In November, Nike also announced that it would be pulling its products from Amazon in an effort to align itself with more premium partners, including Foot Locker.
Sales: Revenue was up 3.9 percent year over year in the third quarter as Foot Locker registered $1.932 billion in sales, compared to $1.860 billion in the same quarter last year. Wall Street analysts expected sales of $1.94 billion in the third quarter.
Same-store sales continue to be a bright spot for Foot Locker as it refines its fleet of 3,160 stores throughout Asia, Australia, New Zealand and North America. In the third quarter, comparable-store sales rose 5.7 percent for the footwear retailer.

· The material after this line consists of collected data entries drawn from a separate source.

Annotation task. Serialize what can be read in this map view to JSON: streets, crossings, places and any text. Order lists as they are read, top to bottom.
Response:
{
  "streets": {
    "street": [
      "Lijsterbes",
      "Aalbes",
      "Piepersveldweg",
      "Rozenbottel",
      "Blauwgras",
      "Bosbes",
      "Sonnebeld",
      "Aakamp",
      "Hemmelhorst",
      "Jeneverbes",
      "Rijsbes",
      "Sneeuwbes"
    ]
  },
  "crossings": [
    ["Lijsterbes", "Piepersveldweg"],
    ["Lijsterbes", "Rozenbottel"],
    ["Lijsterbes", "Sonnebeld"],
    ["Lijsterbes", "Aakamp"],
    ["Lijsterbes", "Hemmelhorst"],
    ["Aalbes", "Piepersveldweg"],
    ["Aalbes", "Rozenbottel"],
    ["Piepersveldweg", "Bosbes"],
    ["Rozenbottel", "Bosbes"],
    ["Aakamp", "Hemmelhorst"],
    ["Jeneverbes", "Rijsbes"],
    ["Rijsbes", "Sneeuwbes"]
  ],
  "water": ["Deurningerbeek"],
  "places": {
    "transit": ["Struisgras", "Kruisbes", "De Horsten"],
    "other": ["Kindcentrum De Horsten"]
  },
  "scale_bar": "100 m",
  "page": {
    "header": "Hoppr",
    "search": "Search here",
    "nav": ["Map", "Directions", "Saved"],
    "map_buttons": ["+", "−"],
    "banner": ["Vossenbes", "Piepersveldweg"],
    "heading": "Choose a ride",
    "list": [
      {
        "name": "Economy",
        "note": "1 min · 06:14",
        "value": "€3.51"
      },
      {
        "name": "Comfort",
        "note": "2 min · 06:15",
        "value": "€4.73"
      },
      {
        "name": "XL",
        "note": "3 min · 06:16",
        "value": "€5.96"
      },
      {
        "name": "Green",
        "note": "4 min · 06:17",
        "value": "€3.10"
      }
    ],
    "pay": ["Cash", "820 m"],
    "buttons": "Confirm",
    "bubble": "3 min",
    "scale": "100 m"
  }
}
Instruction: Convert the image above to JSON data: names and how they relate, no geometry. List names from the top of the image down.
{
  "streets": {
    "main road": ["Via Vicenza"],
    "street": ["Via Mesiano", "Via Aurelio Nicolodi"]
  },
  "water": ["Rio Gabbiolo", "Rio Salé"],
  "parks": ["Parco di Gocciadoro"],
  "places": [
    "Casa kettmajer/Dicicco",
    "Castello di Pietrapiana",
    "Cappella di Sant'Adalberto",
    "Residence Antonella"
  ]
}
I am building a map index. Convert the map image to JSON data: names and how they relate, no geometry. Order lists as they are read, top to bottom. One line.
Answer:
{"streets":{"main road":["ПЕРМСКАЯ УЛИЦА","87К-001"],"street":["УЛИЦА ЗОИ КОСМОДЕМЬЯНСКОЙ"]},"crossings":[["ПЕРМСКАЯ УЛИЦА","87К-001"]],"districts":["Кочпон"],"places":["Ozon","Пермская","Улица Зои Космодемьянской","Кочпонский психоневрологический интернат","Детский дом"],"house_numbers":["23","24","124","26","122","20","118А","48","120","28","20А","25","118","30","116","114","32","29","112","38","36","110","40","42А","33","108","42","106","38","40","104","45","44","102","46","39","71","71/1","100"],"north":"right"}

Earnings: Wall Street set earnings-per-share expectations of $1.07, which Foot Locker beat with $1.16 EPS, powered by net income of $125 million, compared to $130 million in the prior-year quarter.
CEOs Take: Foot Locker chairman and CEO Richard Johnson said the quarter was built on stronger relationships with both consumers and vendors. Johnson added that Foot Locker was working to toe the line between being relevant to youth culture and driving sales and earnings growth.
“We are pleased with our performance in the quarter, which reflects the success of our strategic focus on building even deeper connections with our customers and further strengthening relationships with our vendors,” Johnson said. “Across the company, we are making great strides in implementing our four strategic imperatives, which are designed to ensure we are best positioned to compete in the retail marketplace by inspiring and empowering youth culture while also strengthening our bottom line and driving value for our shareholders.”